He waited half a minute before a short West Indian woman of prodigious girth answered the door. She was middle-aged and wore a white uniform.
Her name was Hetty and it had occurred to Holloway more than once that this woman was probably the best friend he had left in the world.
‘Hello love,’ she said, Caribbean West Country.
‘Hello sweetheart,’ he said. ‘How you keeping?’
‘Oh,’ she said. ‘Not so bad.’
Holloway leaned forward to kiss her cheek.
‘How are those legs?’
‘Oh. Mustn’t complain.’
Still, she liked to be asked. She smiled, good and broad. A proper smile. He saw so few.
‘And the Tiller girl in there?’ He nodded over Hetty’s shoulder.
‘Not so bad,’ she said. ‘Not so bad.’
Hetty turned and led him into the coolness of the home’s hallway.
Inside, it was cool.
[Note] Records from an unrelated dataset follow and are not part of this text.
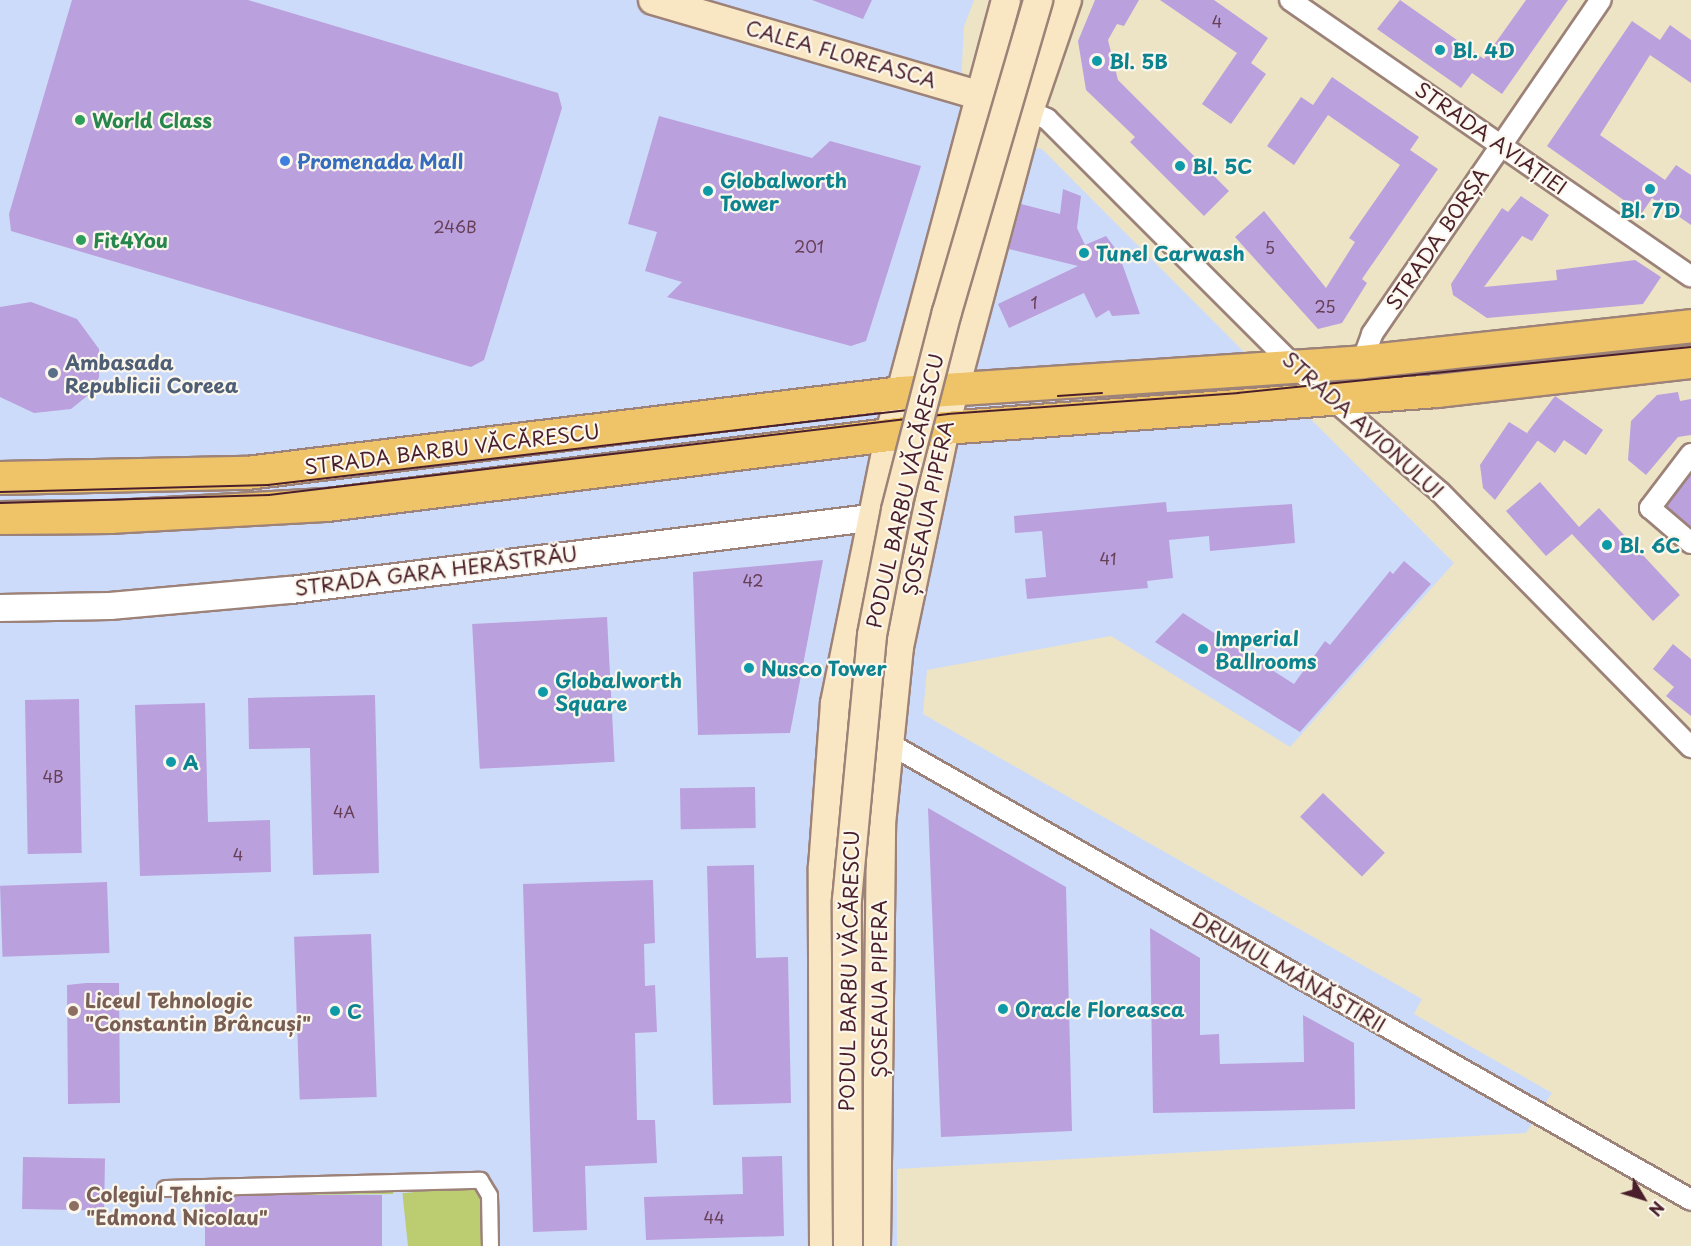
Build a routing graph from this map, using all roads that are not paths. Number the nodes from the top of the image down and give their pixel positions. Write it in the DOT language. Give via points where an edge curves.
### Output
graph roads {
  1 [pos="653,0"];
  2 [pos="1006,0"];
  3 [pos="1038,0"];
  4 [pos="1067,0"];
  5 [pos="1290,0"];
  6 [pos="1600,0"];
  7 [pos="979,95"];
  8 [pos="1029,111"];
  9 [pos="1501,145"];
  10 [pos="1691,277"];
  11 [pos="1691,326"];
  12 [pos="1362,362"];
  13 [pos="1691,362"];
  14 [pos="1295,367"];
  15 [pos="955,390"];
  16 [pos="901,393"];
  17 [pos="1334,399"];
  18 [pos="945,428"];
  19 [pos="890,433"];
  20 [pos="1691,454"];
  21 [pos="0,478"];
  22 [pos="0,518"];
  23 [pos="870,518"];
  24 [pos="1691,543"];
  25 [pos="0,608"];
  26 [pos="888,742"];
  27 [pos="1691,747"];
  28 [pos="165,1188"];
  29 [pos="1691,1200"];
  30 [pos="490,1246"];
  31 [pos="824,1246"];
  32 [pos="848,1246"];
  33 [pos="876,1246"];
  1 -- 7 [label="main road, CALEA FLOREASCA"];
  2 -- 7 [label="main road"];
  3 -- 32 [label="main road, PODUL BARBU VĂCĂRESCU, bridge" via="944,323 896,510 872,635 847,900"];
  4 -- 8 [label="main road, ȘOSEAUA PIPERA"];
  5 -- 9 [label="street, STRADA AVIAȚIEI"];
  6 -- 9 [label="street, STRADA BORȘA"];
  7 -- 8 [label="main road, CALEA FLOREASCA"];
  7 -- 16 [label="main road"];
  8 -- 14 [label="street, STRADA AVIONULUI" via="1054,126"];
  8 -- 15 [label="main road, ȘOSEAUA PIPERA"];
  9 -- 10 [label="street, STRADA AVIAȚIEI"];
  9 -- 12 [label="street, STRADA BORȘA" via="1372,334"];
  11 -- 12 [label="main road, STRADA BARBU VĂCĂRESCU"];
  12 -- 14 [label="main road, STRADA BARBU VĂCĂRESCU"];
  13 -- 17 [label="main road, STRADA BARBU VĂCĂRESCU"];
  14 -- 15 [label="main road, STRADA BARBU VĂCĂRESCU"];
  14 -- 17 [label="street, STRADA AVIONULUI"];
  15 -- 16 [label="main road, STRADA BARBU VĂCĂRESCU"];
  15 -- 18 [label="main road, ȘOSEAUA PIPERA"];
  16 -- 19 [label="main road"];
  16 -- 21 [label="main road, STRADA BARBU VĂCĂRESCU" via="247,473"];
  17 -- 18 [label="main road, STRADA BARBU VĂCĂRESCU"];
  17 -- 27 [label="street, STRADA AVIONULUI" via="1440,492"];
  18 -- 19 [label="main road, STRADA BARBU VĂCĂRESCU"];
  18 -- 26 [label="main road, ȘOSEAUA PIPERA" via="918,541"];
  19 -- 22 [label="main road, STRADA BARBU VĂCĂRESCU" via="327,505 111,518"];
  19 -- 23 [label="main road"];
  20 -- 24 [label="street" via="1650,508"];
  23 -- 25 [label="street, STRADA GARA HERĂSTRĂU" via="291,590 110,606"];
  23 -- 31 [label="main road" via="830,751 823,878"];
  26 -- 29 [label="street, DRUMUL MĂNĂSTIRII"];
  26 -- 33 [label="main road, ȘOSEAUA PIPERA" via="876,966"];
  28 -- 30 [label="street" via="480,1179 489,1195"];
}
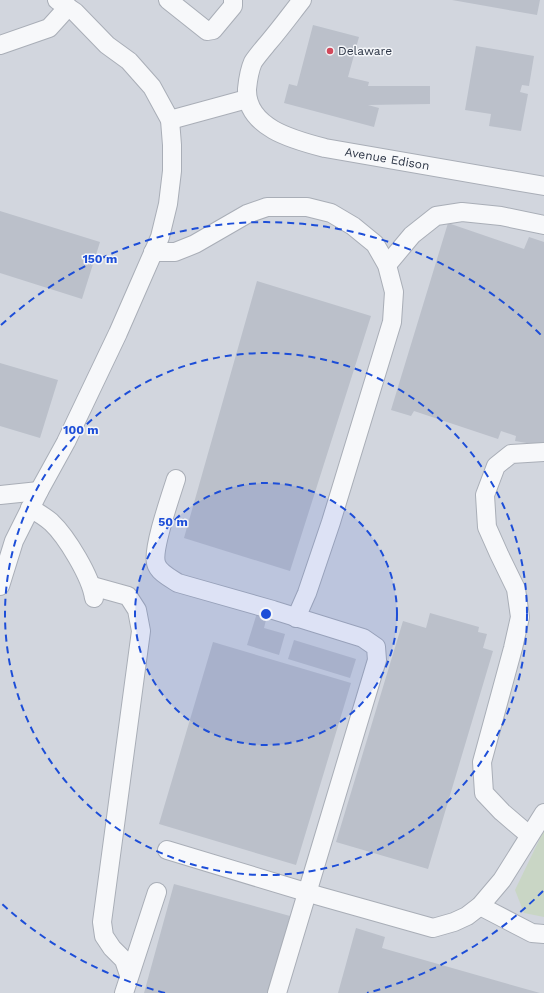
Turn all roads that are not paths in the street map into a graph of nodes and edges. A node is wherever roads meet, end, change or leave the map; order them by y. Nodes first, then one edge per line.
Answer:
1 (168, 0) edge
2 (233, 0) edge
3 (302, 0) edge
4 (69, 4) edge
5 (0, 45) edge
6 (247, 99) junction
7 (170, 120) junction
8 (544, 186) edge
9 (544, 225) edge
10 (153, 252) junction
11 (387, 265) junction
12 (544, 452) edge
13 (176, 479) dead end
14 (39, 491) junction
15 (0, 495) edge
16 (30, 508) junction
17 (2, 567) edge
18 (0, 586) edge
19 (296, 618) junction
20 (544, 813) edge
21 (529, 834) junction
22 (167, 850) dead end
23 (157, 892) dead end
24 (307, 892) junction
25 (480, 906) junction
26 (544, 934) edge
27 (129, 975) junction
28 (124, 993) edge
29 (277, 993) edge

1 - 2 street
3 - 6 street
4 - 5 street
4 - 7 street
6 - 7 street
6 - 8 street, Avenue Edison
7 - 10 street
9 - 11 street
10 - 11 street
10 - 14 street
11 - 19 street
12 - 21 street
13 - 19 street
14 - 15 street
14 - 16 street
16 - 17 street
16 - 27 street
17 - 18 street
19 - 24 street
20 - 21 street
21 - 25 street
22 - 24 street
23 - 27 street
24 - 25 street
24 - 29 street
25 - 26 street
27 - 28 street

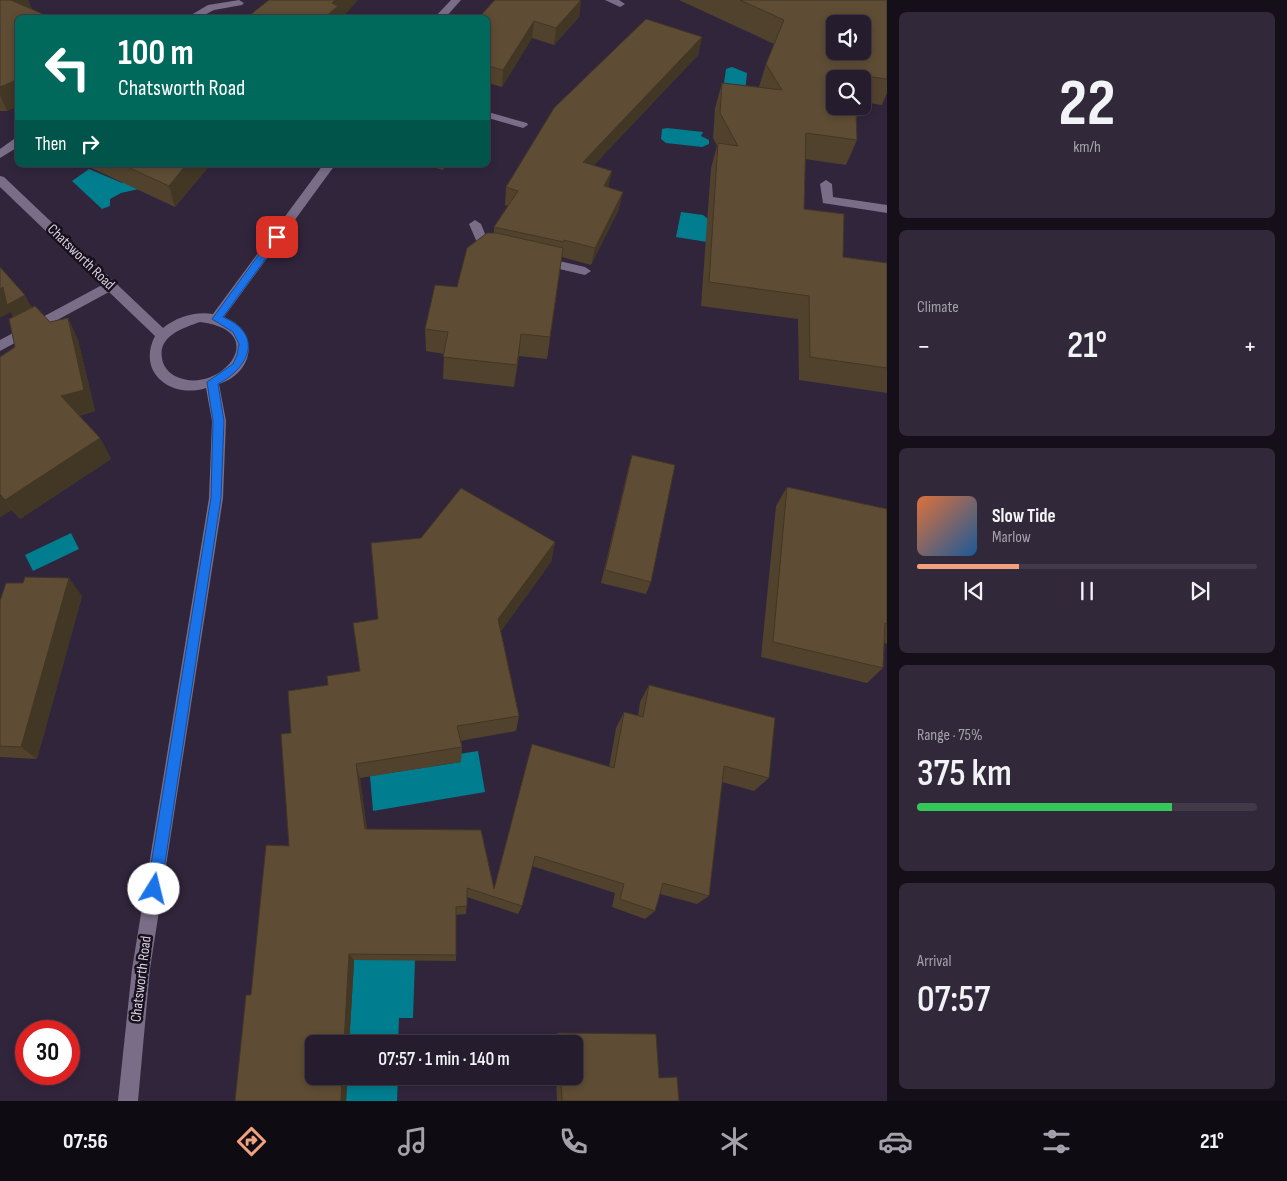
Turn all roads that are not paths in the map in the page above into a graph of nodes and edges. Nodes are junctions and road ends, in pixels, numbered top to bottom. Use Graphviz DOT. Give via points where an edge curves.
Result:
graph roads {
  1 [pos="456,0"];
  2 [pos="610,0"];
  3 [pos="239,4"];
  4 [pos="620,4"];
  5 [pos="196,15"];
  6 [pos="442,15"];
  7 [pos="490,116"];
  8 [pos="523,125"];
  9 [pos="15,144"];
  10 [pos="0,154"];
  11 [pos="328,167"];
  12 [pos="0,180"];
  13 [pos="826,184"];
  14 [pos="887,209"];
  15 [pos="475,224"];
  16 [pos="505,252"];
  17 [pos="532,258"];
  18 [pos="585,271"];
  19 [pos="111,285"];
  20 [pos="216,319"];
  21 [pos="162,335"];
  22 [pos="0,346"];
  23 [pos="212,382"];
  24 [pos="128,1101"];
  1 -- 6 [label="street"];
  2 -- 4 [label="street"];
  3 -- 5 [label="street" via="211,7"];
  7 -- 8 [label="street"];
  9 -- 10 [label="street"];
  11 -- 20 [label="street"];
  12 -- 19 [label="street, Chatsworth Road"];
  13 -- 14 [label="street" via="827,200"];
  15 -- 16 [label="street" via="486,251"];
  17 -- 18 [label="street"];
  19 -- 21 [label="street, Chatsworth Road"];
  19 -- 22 [label="street"];
  20 -- 21 [label="street" via="186,320"];
  20 -- 23 [label="street" via="237,330 244,344 236,366"];
  21 -- 23 [label="street" via="153,355 157,369 168,380 195,386"];
  23 -- 24 [label="street, Chatsworth Road" via="219,421 216,498 141,970"];
}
The original floor, tiled, decorative, cracking here and there at the edge. A reception desk. NHS posters, bleached pale and brittle with age. Purple shadow and the faint smell of institution, a sweet undercurrent.
He followed Hetty to the television room. Three of the four walls were lined with chairs and wheelchairs. This is where those residents who were able spent their days. Those who sat before the large, double bay windows had turned their backs to summer outside.
He felt the sweat cool on him.
He saw Grace in the far corner. She was etiolated and delicate, graceful in indignity, white-haired and swan-necked, heavily liver-spotted. She sat primly in a wheelchair, a tartan blanket across her lap. She wore a knitted white cardigan and sheepskin slippers. Sometimes her hands made feeble motions, as if knitting.
As ever, she seemed galvanized by his approach. Something pale ignited in her eyes. She reached out a palsied hand and greeted him, beckoned him to sit by patting her lap twice.
Pulling up a chair and excusing himself to the old man on her left, he enjoyed or endured another moment in which it occurred to him that today, for a moment or two, she might know who he was.
Gentle, he touched the back of her hand with two fingers, patted it. He could roll her cool skin between his fingers like kid leather. He was aware of her faint palsy.
‘Hello, sweetness,’ he said. ‘How’s my glamour girl?’
She smiled. Her eyes widened in delight.
‘Are you Mary’s lad?’
‘I’m your Lizzie’s boy,’ he corrected her again. ‘Billy.’
She looked him up and down. ‘Our little Billy? Apple cake Billy?’
He patted his belly, rubbed it, smiled.
‘That’s right,’ he said.
‘You’re a little devil with that apple cake,’ she said, and her face softened.
They sat alongside one another, watching Countdown. Every now and again she spoke an irrelevancy and he hummed his agreement and patted her hand. At 5 p.m., Hetty brought him tea and biscuits on a plate. He invited her to join him, as ever, and for ten minutes they chatted, each with one eye on Ricki Lake: Shape up or Ship Out!
At 5.30, he kissed his aunt goodbye, told Hetty he’d see her soon and left the home. He hurried towards the city centre.
The Watershed was an arts centre. Its bar and restaurant, on the first floor, overlooked Bristol’s redeveloped docks. Holloway bounded up the stairs, past Spanish movie posters. Inside the bar were eleven or twelve people: a disproportionate number of goatee beards and unflattering, narrow spectacles.
Kate waited for him at a table. Chrome and glass.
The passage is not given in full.